--- Data to use Enclosed Below ---
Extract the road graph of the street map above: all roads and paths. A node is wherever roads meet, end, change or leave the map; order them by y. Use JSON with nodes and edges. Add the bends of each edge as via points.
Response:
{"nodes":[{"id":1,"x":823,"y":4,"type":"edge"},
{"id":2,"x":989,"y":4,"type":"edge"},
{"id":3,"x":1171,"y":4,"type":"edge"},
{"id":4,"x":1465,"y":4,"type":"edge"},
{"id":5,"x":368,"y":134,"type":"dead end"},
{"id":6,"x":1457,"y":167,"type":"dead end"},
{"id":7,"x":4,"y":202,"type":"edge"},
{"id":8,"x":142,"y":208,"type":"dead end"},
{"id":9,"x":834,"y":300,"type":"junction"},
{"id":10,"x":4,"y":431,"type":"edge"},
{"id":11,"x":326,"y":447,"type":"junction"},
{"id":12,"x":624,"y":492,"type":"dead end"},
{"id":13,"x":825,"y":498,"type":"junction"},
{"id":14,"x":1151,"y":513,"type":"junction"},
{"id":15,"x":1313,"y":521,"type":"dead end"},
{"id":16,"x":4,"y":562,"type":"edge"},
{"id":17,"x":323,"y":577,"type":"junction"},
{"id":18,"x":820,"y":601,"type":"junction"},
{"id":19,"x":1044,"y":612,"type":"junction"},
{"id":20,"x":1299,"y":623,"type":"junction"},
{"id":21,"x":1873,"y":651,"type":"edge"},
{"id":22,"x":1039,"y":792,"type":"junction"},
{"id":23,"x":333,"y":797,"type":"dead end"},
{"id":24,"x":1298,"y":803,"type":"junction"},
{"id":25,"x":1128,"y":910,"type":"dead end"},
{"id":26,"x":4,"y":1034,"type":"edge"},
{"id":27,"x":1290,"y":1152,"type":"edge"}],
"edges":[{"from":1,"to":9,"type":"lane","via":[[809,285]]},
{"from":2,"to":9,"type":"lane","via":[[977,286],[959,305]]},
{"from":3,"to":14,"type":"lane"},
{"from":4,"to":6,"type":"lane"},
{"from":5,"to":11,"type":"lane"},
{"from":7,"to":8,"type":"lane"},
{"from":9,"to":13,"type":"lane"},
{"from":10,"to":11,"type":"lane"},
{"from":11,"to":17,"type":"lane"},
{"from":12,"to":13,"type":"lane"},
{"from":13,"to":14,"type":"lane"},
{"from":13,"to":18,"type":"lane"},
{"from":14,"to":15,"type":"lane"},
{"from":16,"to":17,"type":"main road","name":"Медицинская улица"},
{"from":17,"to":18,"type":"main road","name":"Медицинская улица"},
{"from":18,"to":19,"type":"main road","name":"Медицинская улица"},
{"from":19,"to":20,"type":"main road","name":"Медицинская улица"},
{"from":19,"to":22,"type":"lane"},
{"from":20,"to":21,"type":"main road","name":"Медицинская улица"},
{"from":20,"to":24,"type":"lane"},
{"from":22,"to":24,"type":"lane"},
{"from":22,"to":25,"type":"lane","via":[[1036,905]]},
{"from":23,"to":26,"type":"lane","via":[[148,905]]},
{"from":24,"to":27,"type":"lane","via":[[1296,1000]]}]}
--- End of Enclosed Data to use ---
--- Data to use Enclosed Below ---
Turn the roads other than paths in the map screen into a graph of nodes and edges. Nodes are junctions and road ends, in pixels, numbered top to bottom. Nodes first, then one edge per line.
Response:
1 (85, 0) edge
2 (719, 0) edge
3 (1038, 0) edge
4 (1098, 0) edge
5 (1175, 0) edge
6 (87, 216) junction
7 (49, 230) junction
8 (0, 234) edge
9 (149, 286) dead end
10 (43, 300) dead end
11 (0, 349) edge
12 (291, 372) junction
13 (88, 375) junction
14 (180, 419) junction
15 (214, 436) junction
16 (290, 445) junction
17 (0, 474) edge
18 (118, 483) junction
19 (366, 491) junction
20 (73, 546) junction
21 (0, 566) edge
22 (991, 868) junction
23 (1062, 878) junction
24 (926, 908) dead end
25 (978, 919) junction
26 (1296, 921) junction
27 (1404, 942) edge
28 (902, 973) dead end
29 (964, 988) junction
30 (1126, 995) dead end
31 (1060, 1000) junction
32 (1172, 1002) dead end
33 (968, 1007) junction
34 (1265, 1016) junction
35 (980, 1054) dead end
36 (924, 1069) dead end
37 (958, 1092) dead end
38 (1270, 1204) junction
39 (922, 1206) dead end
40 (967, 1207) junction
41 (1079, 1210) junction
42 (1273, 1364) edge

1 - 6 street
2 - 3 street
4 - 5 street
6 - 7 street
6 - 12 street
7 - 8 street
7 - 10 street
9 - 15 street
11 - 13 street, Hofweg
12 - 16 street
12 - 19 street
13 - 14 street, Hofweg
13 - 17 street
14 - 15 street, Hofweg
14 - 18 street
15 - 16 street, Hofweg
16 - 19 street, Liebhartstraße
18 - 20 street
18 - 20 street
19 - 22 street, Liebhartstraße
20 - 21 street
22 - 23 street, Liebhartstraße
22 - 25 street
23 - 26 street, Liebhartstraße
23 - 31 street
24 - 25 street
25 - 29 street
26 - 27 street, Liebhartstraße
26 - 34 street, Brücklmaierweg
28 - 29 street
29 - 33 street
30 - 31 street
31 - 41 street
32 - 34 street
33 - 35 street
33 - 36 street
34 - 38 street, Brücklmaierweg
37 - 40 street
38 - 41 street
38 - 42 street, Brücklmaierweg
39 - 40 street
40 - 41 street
--- End of Enclosed Data to use ---
• How to complete this task: From the records given above, copy all lines containing "nodes".

• Your response:
Extract the road graph of the street map above: all roads and paths. A node is wherever roads meet, end, change or leave the map; order them by y. Use JSON with nodes and edges. Add the bends of each edge as via points.
{"nodes":[{"id":1,"x":823,"y":4,"type":"edge"},
Turn the roads other than paths in the map screen into a graph of nodes and edges. Nodes are junctions and road ends, in pixels, numbered top to bottom. Nodes first, then one edge per line.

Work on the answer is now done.